The goal, of course, is to achieve some sort of happy medium where style and substance coexist. One of the best at that was Stanley Kubrick. While not all of his works were as good as his masterpieces, most of his films had a look -- and I can't really express what that was in words beyond "visual aura" -- that immediately signaled they were his.
Given the fact that he's now only made one film, it's obviously too early to state with certainty that director Tom Ford has a certain style. But he certainly knows style and puts it to good use in "A Single Man," a powerful period drama about loss, despair and how the littlest of things can make a big, nay, truly monumental change in one's life.
Considering Ford's better known background as a photographer and designer/creative director for this little fashion company perhaps a few of you have heard of -- Gucci -- it isn't terribly surprising that he's brought the same panache to the screen. Simply put, the entire thing (composition, lighting and the rest of the entire nine yards) looks gorgeous. Coupled with the similar but not quite as artsy look of TV's "Mad Men," the early 1960s are certainly appearing better and better in hindsight.
As has been the case with Don Draper, the wafting cigarette smoke, martinis, business attire and home & office settings, however, such handsomeness needs some substance to accompany it and Ford delivers on that scale too. Working from the screenplay he adapted with David Scearce from Christopher Isherwood's novel, the filmmaking novice delves into the psyche of a desperate man who's chosen the day we get to witness as his last.

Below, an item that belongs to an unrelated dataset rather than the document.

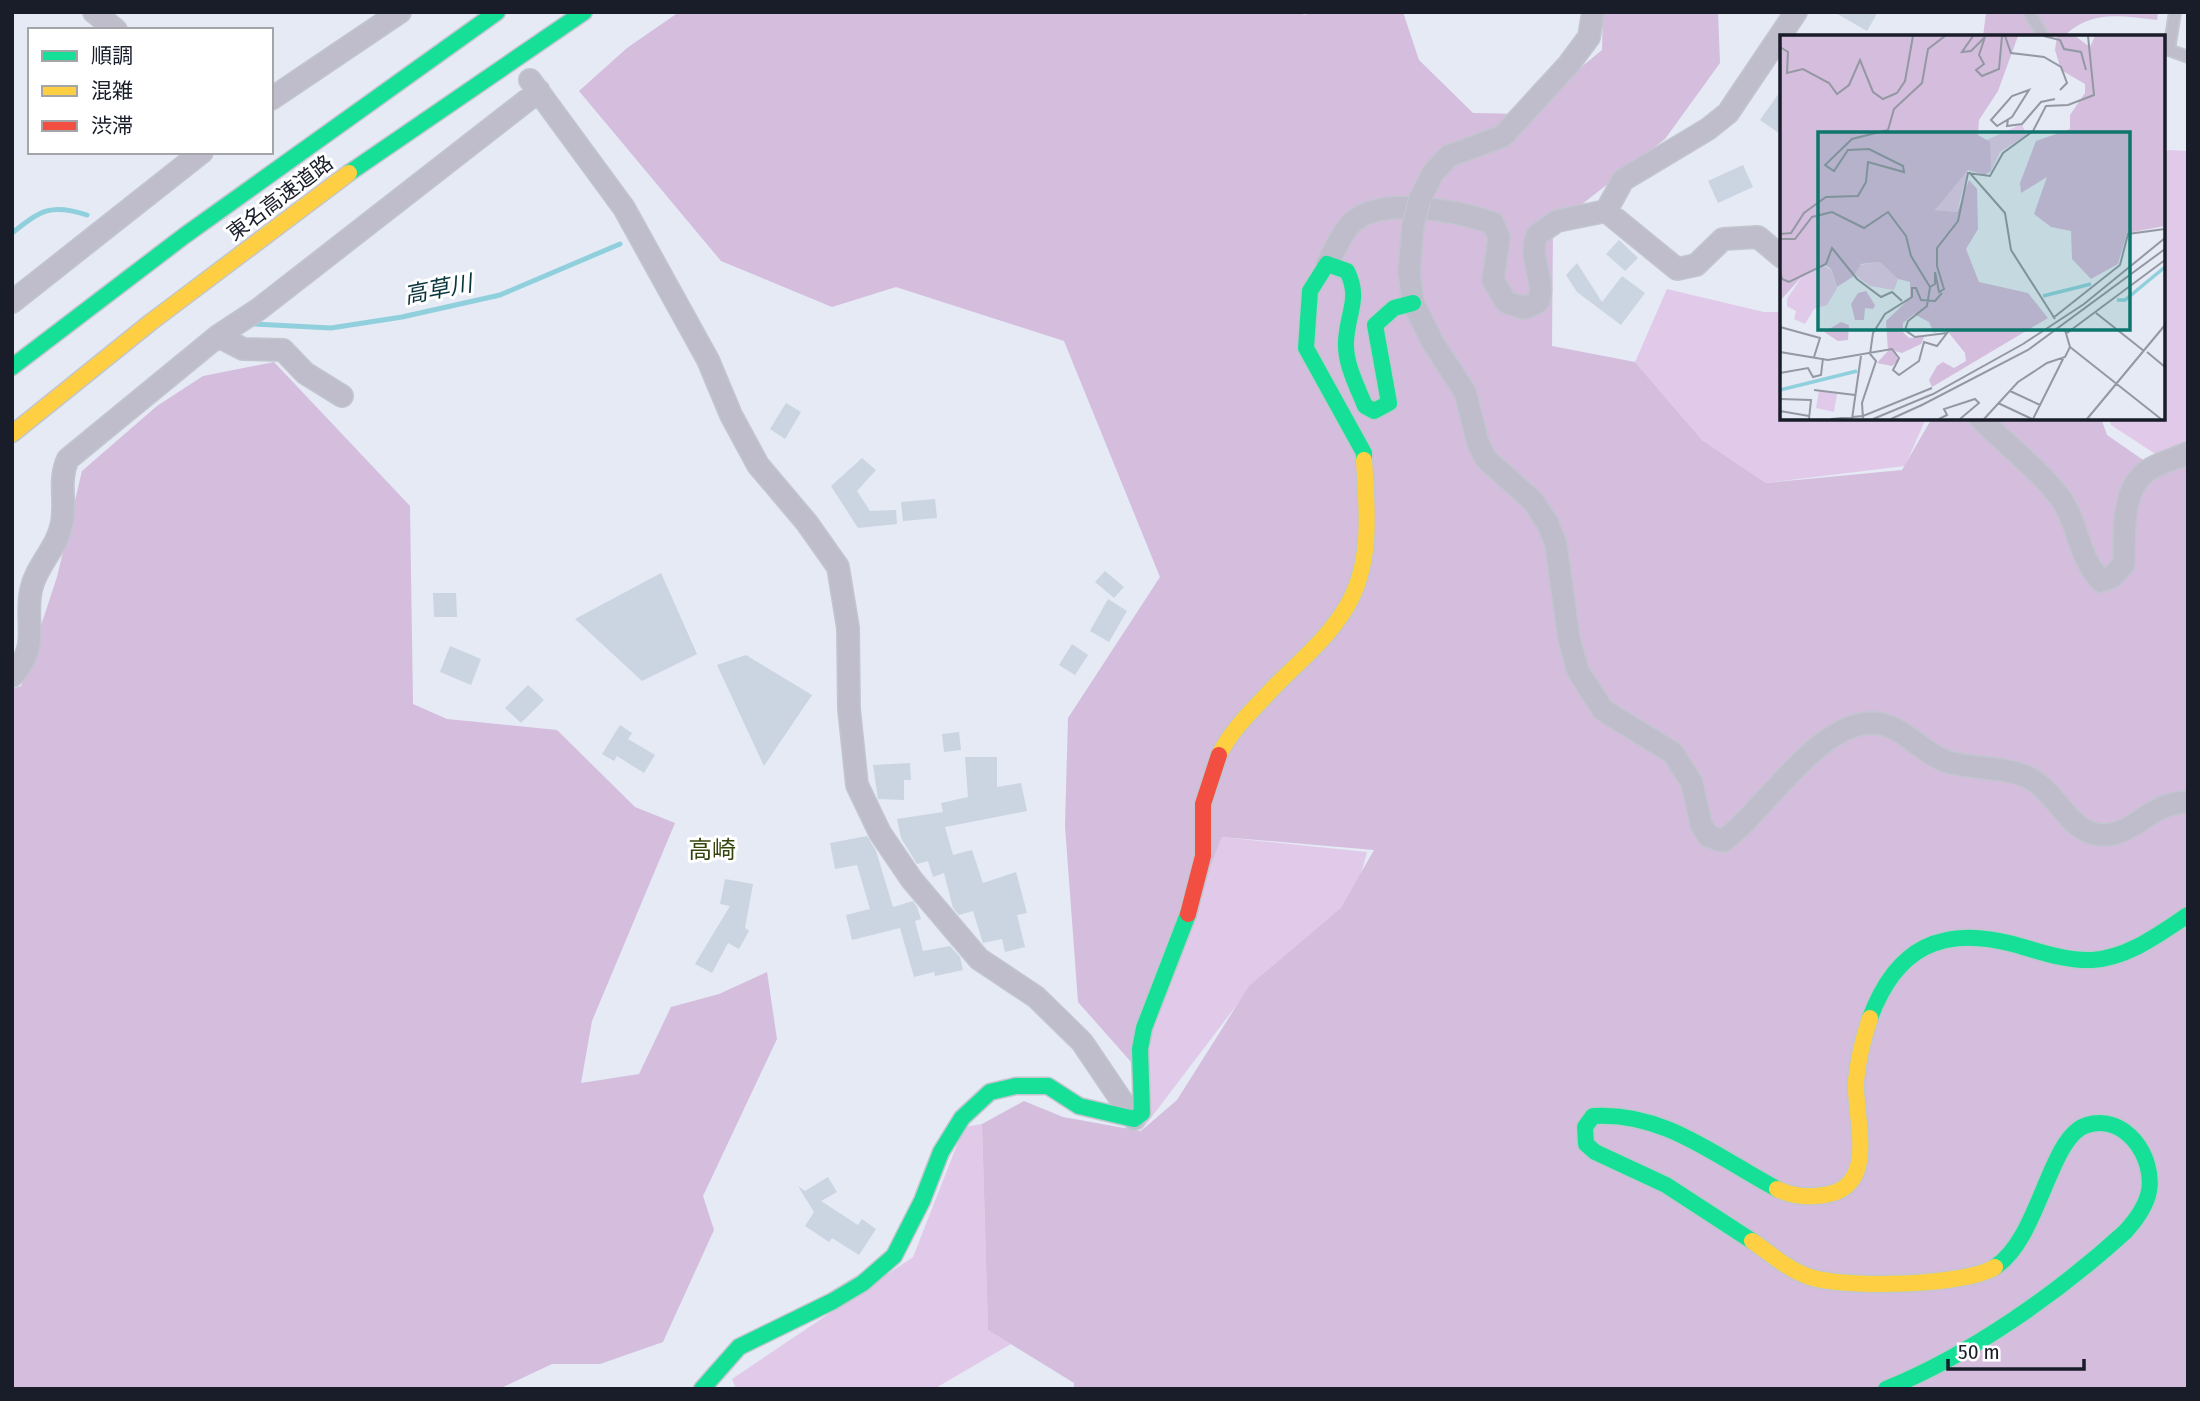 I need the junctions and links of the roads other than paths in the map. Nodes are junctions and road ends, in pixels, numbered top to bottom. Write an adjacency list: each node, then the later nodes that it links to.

You see, the gay English professor is still grieving over the loss of his partner of the past sixteen years and doesn't see the point of going on. The fact that he meticulously arranges his last day -- visiting the bank, putting out his funeral attire, meeting his best friend for dinner and even trying to find the most comfortable way to do the final deed (in a sequence that quickly segues from unsettling to funny to sad and then back around again) -- says a great deal about him.
And as good as Ford is in presenting this man to us, it's the performance by Colin Firth that really drives the emotional core of the story. Best known for various period costume dramas (such as "Pride and Prejudice") and the "Bridget Jones" films, the actor delivers what's arguable the best work he's done to date and clearly among the best of the year as measured against his peers. It's hard to predict whether he'll win, but a nomination would clearly seem to be a given.
Along with the delivery of his lines (including in unnecessary but not altogether annoying voice over narration) and interaction with others (including Matthew Goode as his late lover seen in flashbacks, Julianne Moore doing the '60s middle-aged woman bit as his past lover back when he was straight, and Nicholas Hault as a "boy toy" who toys with his mind and heart), it's Firth's physical transformation that really differentiates this performance from the others in his career.
There's just something about the way he carries himself that signals all that's stuffed up inside him, and his face interestingly segues from looking like the Firth we all know to something akin to Bill Pullman before changing over to a Roger Moore/Adam West 1960s appearance (I'm guessing the big period glasses elicited that reaction from yours truly).
While Ford might overuse some motifs (most notably several imagined views of Firth swimming nude underwater, but also various views and/or sounds of clocks ticking away, signaling both that time is seemingly limited for him yet keeps marching on), his storytelling acumen is solid, and his having the story jump around through time thankfully is neither annoying nor distracting as can oft be the case.
Overall, this is quite an impressive debut from a man who knows a thing or two about how things should look, but it's Firth's understated, touching and devastating performance that results in one being unable to look away. "A Single Man" rates as a 7 out of 10.